* _THE PROBLEM_
What is needed is an exact copy of the records below, with the pictures left out.

* _RECORDS SHOWN_
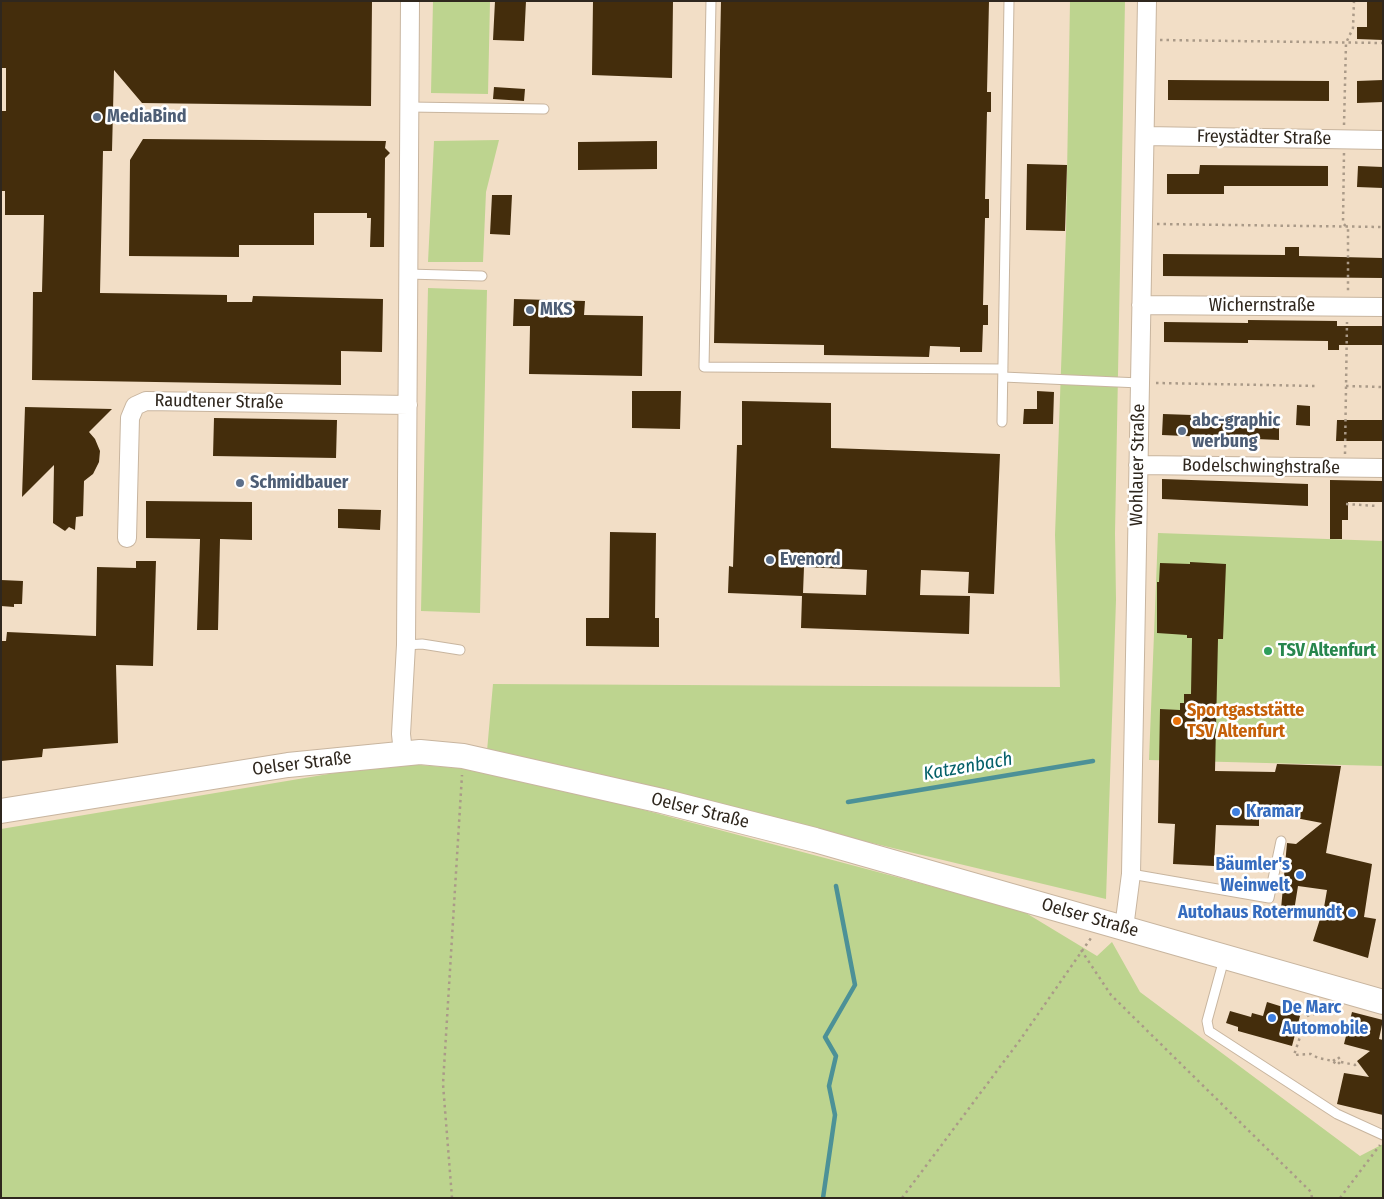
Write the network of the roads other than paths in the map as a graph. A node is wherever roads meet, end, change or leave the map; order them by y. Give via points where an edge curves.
1 (410, 1) edge
2 (711, 1) edge
3 (1009, 1) edge
4 (1146, 1) edge
5 (409, 107) junction
6 (544, 109) dead end
7 (1145, 136) junction
8 (1383, 140) edge
9 (407, 274) junction
10 (482, 276) dead end
11 (1141, 305) junction
12 (1383, 307) edge
13 (1003, 373) junction
14 (1140, 383) junction
15 (408, 405) junction
16 (1002, 422) dead end
17 (1138, 465) junction
18 (1383, 468) edge
19 (128, 538) dead end
20 (406, 645) junction
21 (460, 650) dead end
22 (403, 753) junction
23 (1, 811) edge
24 (1281, 841) dead end
25 (1131, 874) junction
26 (1114, 925) junction
27 (1225, 957) junction
28 (1383, 1002) edge
29 (1383, 1135) edge

1 - 5 street
2 - 13 lane via 704,367
3 - 13 lane
4 - 7 street, Wohlauer Straße
5 - 6 lane
5 - 9 street
7 - 8 street, Freystädter Straße
7 - 11 street, Wohlauer Straße
9 - 10 lane
9 - 15 street
11 - 12 street, Wichernstraße
11 - 14 street, Wohlauer Straße
13 - 14 lane
13 - 16 lane
14 - 17 street, Wohlauer Straße
15 - 19 street, Raudtener Straße via 146,401 135,406 130,418
15 - 20 street
17 - 18 street, Bodelschwinghstraße
17 - 25 street, Wohlauer Straße
20 - 21 lane
20 - 22 street via 401,734
22 - 23 main road, Oelser Straße via 288,765
22 - 26 main road, Oelser Straße via 440,752 463,756 662,801 805,837
24 - 25 lane via 1268,898
25 - 26 street, Wohlauer Straße
26 - 27 main road, Oelser Straße
27 - 28 main road, Oelser Straße
27 - 29 lane via 1207,1021 1209,1031 1337,1114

* _ANSWER SPACE_
Write the network of the roads other than paths in the map as a graph. A node is wherever roads meet, end, change or leave the map; order them by y. Give via points where an edge curves.
1 (410, 1) edge
2 (711, 1) edge
3 (1009, 1) edge
4 (1146, 1) edge
5 (409, 107) junction
6 (544, 109) dead end
7 (1145, 136) junction
8 (1383, 140) edge
9 (407, 274) junction
10 (482, 276) dead end
11 (1141, 305) junction
12 (1383, 307) edge
13 (1003, 373) junction
14 (1140, 383) junction
15 (408, 405) junction
16 (1002, 422) dead end
17 (1138, 465) junction
18 (1383, 468) edge
19 (128, 538) dead end
20 (406, 645) junction
21 (460, 650) dead end
22 (403, 753) junction
23 (1, 811) edge
24 (1281, 841) dead end
25 (1131, 874) junction
26 (1114, 925) junction
27 (1225, 957) junction
28 (1383, 1002) edge
29 (1383, 1135) edge

1 - 5 street
2 - 13 lane via 704,367
3 - 13 lane
4 - 7 street, Wohlauer Straße
5 - 6 lane
5 - 9 street
7 - 8 street, Freystädter Straße
7 - 11 street, Wohlauer Straße
9 - 10 lane
9 - 15 street
11 - 12 street, Wichernstraße
11 - 14 street, Wohlauer Straße
13 - 14 lane
13 - 16 lane
14 - 17 street, Wohlauer Straße
15 - 19 street, Raudtener Straße via 146,401 135,406 130,418
15 - 20 street
17 - 18 street, Bodelschwinghstraße
17 - 25 street, Wohlauer Straße
20 - 21 lane
20 - 22 street via 401,734
22 - 23 main road, Oelser Straße via 288,765
22 - 26 main road, Oelser Straße via 440,752 463,756 662,801 805,837
24 - 25 lane via 1268,898
25 - 26 street, Wohlauer Straße
26 - 27 main road, Oelser Straße
27 - 28 main road, Oelser Straße
27 - 29 lane via 1207,1021 1209,1031 1337,1114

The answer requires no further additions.